Книга Без ума от шторма, или Как мой суровый, дикий и восхитительно непредсказуемый отец учил меня жизни - Норман Оллестад
Шрифт:
Интервал:
Закладка:
– Гляди в оба! – предупредил он.
Я пожал плечами и подумал, что важно только одно: кататься на волнах и не обращать внимания на всякую белиберду.
– Я приехал развлекаться, – сообщил я Рохлоффу.
– Вот и славно, – ответил он.
Я сосредоточился на волнах: смотрел, как они разбиваются, и прикидывал, откуда лучше стартовать, не обращая внимания на злобные взгляды Бенджи. Я неспешно дошел до мыса, взобрался на доску и прыгнул под маленькую прибрежную волну.
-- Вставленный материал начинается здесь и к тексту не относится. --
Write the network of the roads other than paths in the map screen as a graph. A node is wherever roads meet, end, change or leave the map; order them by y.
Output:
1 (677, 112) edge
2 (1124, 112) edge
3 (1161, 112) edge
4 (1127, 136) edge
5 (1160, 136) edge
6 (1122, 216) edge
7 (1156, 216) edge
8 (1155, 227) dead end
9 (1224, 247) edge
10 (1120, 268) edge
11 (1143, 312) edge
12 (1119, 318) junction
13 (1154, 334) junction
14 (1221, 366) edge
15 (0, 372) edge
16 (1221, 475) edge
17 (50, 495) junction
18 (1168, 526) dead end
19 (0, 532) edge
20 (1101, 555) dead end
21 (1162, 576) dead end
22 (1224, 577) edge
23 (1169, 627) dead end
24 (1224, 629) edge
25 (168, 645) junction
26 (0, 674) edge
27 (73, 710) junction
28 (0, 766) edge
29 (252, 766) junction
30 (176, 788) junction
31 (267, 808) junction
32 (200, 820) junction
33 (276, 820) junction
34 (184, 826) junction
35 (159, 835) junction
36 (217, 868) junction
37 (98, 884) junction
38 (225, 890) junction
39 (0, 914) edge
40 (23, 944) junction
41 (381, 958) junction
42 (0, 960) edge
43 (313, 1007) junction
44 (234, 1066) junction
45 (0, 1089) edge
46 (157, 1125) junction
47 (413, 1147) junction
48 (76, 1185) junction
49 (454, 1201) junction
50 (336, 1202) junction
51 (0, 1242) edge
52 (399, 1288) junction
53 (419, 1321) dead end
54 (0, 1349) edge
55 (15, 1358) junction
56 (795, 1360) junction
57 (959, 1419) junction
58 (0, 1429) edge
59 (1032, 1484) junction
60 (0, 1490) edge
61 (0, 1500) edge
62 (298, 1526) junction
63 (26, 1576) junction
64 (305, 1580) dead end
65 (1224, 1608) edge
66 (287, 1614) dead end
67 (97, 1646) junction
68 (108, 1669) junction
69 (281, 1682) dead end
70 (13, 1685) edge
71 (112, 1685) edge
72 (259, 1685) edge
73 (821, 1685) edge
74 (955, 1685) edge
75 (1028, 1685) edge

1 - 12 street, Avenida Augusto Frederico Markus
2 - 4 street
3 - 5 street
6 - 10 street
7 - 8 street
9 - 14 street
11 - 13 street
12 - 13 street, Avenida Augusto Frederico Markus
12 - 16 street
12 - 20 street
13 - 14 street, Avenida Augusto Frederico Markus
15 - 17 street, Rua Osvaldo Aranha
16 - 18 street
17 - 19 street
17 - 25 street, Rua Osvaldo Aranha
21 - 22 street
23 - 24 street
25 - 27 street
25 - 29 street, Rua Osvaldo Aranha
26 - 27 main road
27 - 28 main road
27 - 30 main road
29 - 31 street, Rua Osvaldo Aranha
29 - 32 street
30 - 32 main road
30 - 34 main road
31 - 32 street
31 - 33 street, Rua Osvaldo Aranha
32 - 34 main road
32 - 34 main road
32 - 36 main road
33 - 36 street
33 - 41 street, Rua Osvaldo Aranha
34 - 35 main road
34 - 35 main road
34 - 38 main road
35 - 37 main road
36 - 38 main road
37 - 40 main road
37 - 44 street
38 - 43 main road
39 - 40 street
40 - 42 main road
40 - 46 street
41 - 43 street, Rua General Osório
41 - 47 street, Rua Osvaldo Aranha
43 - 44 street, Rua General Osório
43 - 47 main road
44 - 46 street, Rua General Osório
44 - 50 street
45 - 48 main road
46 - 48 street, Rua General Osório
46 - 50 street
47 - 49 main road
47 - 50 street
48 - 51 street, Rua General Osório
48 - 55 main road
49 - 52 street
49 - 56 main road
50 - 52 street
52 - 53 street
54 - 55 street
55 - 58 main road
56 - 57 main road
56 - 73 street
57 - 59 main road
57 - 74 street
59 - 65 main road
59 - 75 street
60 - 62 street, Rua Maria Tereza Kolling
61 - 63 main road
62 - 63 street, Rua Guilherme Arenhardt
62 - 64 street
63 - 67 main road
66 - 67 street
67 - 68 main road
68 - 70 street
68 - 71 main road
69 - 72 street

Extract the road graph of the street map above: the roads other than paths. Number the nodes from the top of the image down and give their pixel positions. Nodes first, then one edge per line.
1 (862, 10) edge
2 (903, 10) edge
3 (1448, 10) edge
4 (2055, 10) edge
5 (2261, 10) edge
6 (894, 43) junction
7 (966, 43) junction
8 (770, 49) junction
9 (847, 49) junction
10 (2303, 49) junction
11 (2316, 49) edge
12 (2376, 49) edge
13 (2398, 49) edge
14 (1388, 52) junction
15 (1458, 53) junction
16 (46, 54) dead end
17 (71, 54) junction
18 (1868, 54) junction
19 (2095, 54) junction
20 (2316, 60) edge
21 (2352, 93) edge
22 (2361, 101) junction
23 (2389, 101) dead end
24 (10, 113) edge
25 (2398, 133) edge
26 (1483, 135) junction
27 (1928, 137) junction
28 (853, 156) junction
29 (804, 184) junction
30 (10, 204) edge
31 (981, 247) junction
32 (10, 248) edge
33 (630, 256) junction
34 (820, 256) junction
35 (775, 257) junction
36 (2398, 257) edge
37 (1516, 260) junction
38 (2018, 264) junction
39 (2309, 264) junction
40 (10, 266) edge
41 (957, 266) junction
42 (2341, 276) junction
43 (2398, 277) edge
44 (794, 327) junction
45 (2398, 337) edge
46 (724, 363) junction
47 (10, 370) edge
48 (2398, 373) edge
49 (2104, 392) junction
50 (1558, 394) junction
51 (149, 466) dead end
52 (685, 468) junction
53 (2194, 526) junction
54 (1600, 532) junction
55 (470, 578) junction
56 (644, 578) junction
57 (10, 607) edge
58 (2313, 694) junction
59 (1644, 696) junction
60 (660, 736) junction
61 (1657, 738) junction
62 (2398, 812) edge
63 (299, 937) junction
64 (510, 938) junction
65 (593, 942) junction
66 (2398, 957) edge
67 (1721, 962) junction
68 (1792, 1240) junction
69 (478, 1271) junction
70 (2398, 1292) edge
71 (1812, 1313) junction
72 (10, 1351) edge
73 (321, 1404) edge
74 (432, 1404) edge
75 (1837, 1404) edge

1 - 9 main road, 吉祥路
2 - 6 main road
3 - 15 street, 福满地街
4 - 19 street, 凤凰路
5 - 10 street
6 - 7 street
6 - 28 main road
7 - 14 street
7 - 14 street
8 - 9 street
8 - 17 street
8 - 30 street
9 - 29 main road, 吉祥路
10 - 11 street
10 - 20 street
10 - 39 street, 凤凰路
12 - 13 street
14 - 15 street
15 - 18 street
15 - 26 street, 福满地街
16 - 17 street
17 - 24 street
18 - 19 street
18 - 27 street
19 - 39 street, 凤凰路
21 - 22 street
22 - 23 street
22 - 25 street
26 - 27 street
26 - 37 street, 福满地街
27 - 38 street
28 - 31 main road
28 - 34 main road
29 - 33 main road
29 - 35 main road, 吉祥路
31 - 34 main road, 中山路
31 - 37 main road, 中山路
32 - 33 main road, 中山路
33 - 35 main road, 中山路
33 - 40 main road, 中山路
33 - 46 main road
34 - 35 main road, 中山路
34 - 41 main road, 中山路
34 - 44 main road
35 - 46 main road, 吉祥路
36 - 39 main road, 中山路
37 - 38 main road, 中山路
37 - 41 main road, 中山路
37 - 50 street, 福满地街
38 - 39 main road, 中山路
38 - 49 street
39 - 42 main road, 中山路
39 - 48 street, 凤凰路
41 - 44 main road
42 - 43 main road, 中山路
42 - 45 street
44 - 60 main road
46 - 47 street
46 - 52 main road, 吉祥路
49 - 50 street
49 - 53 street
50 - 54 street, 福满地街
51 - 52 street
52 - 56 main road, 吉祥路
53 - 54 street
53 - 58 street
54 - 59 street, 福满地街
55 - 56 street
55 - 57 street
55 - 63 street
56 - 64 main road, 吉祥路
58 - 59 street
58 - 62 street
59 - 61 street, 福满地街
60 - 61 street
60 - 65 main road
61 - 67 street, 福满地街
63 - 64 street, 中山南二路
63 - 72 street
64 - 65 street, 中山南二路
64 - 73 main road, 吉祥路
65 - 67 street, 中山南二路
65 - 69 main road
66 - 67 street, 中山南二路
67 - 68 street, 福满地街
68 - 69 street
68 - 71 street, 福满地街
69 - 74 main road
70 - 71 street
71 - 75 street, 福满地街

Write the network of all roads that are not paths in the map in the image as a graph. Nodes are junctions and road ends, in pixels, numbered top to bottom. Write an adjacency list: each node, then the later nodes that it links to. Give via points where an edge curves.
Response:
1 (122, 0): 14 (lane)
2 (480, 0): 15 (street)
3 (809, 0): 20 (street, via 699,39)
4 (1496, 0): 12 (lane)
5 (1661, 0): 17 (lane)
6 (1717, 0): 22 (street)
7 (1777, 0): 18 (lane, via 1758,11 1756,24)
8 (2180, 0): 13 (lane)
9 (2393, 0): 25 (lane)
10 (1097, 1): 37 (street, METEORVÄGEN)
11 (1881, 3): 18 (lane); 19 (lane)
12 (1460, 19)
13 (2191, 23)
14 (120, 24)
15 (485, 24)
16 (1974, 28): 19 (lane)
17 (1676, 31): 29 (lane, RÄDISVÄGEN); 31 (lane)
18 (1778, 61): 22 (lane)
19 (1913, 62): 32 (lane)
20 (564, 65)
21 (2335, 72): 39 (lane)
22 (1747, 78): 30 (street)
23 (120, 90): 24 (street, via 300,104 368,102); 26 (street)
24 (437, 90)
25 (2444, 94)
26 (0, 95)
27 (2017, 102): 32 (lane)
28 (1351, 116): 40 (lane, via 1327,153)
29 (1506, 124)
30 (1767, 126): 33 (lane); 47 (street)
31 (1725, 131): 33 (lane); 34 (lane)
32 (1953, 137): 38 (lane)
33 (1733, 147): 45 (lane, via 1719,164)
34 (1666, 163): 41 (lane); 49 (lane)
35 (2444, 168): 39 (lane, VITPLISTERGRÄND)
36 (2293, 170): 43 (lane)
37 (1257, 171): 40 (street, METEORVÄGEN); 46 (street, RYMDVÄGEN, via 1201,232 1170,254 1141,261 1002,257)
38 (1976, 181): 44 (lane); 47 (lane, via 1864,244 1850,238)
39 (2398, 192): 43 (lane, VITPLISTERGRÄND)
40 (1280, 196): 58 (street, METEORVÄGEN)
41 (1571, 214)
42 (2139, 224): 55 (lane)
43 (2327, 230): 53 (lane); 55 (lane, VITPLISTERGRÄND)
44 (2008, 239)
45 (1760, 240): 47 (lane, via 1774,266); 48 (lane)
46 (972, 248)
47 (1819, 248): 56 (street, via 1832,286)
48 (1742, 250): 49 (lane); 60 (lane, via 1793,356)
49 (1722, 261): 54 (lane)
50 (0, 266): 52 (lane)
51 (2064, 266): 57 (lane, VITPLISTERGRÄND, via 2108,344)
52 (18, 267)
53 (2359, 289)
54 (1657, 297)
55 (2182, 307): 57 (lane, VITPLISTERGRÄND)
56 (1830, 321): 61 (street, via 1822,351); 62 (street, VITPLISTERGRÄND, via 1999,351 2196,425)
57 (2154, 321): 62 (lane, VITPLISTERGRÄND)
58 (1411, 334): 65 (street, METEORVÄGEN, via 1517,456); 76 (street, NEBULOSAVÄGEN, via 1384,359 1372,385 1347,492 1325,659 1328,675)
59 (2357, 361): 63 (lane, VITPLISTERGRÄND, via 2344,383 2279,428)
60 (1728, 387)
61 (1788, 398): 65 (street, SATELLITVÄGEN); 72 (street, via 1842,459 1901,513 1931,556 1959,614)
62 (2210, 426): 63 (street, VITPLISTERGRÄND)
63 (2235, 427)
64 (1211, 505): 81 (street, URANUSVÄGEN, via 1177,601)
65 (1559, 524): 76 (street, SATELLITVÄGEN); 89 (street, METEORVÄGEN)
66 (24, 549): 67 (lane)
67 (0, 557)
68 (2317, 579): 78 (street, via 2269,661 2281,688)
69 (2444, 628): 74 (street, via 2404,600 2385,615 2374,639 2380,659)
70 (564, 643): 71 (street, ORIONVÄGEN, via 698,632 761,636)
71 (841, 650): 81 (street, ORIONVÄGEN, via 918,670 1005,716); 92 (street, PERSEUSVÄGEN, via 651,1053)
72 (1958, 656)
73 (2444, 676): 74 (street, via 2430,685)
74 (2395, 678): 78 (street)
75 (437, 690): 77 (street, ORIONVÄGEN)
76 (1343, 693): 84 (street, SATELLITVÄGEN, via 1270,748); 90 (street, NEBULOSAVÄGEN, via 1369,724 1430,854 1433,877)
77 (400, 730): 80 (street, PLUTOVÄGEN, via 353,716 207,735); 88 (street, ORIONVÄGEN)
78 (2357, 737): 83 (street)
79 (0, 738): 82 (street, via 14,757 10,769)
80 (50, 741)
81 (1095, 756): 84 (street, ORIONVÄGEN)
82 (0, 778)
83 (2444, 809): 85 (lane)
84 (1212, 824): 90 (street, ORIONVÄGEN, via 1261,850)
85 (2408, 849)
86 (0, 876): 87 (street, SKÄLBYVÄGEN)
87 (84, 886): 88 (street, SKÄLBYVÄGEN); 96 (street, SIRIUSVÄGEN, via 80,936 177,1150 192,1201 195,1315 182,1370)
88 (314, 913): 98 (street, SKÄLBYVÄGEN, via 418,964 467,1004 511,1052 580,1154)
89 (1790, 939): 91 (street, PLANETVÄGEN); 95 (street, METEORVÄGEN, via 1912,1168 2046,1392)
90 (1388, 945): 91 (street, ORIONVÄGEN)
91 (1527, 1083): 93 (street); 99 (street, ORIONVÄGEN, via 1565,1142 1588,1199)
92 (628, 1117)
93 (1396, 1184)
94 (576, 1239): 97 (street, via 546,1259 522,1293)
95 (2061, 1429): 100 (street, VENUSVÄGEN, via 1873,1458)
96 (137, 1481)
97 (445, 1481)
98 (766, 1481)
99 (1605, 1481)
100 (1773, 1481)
С меня словно соскоблили слой тоски и печали, и мне показалось, что я могу видеть на тысячи километров вокруг. Потом я уселся на мысе рядом с «легендами», и они начали расспрашивать, где я пропадал. Я рассказал.
– Да, несладко тебе пришлось, – заметил Шейн.
Я пожал плечами.
– Норм, – продолжал он. – Ты давай держись. Все наладится.
* * *
Я катался на доске целый час. Непросто было заполучить волну, когда в море высыпали все самые крутые. Наконец Шейн вышел на берег, и доступного пространства стало чуть больше. Мне не терпелось поймать волну из сета, и я почувствовал, как внутри зашевелилась досада. Из глубин души поднималось что-то злобное – казалось, все, от чего я думал избавиться, возвращается с новой силой, и просто необходимо дать этому выход. Мне вдруг чертовски захотелось прорезать волну на глазах у Бенджи и его компашки.
Я услышал, как меня зовут с утеса. Скосив глаза, я по жестам узнал Ника. Одну руку он упер в бок, а другой махал мне.
– Норман, тащи свою задницу сюда! – завопил он.
Ребята на пляже смотрели на нас обоих.
Чтобы не раздувать из этого целую драму, я быстро погреб к берегу.
– Попался! – с улыбкой сказал Бенджи, когда я проходил мимо него.
Почти все местные знали Ника еще с тех времен, и пока я собирал свои манатки – шорты, рубашку и шлепанцы, – со всех сторон летели фразочки вроде «Он бесится» и «Скажи ему, пусть выпьет валерьянки».
На прощание я робко помахал серферам рукой и потащил свое снаряжение вверх по грунтовой дорожке.
Когда я добрался до верха, Ник стоял уперев руки в бока.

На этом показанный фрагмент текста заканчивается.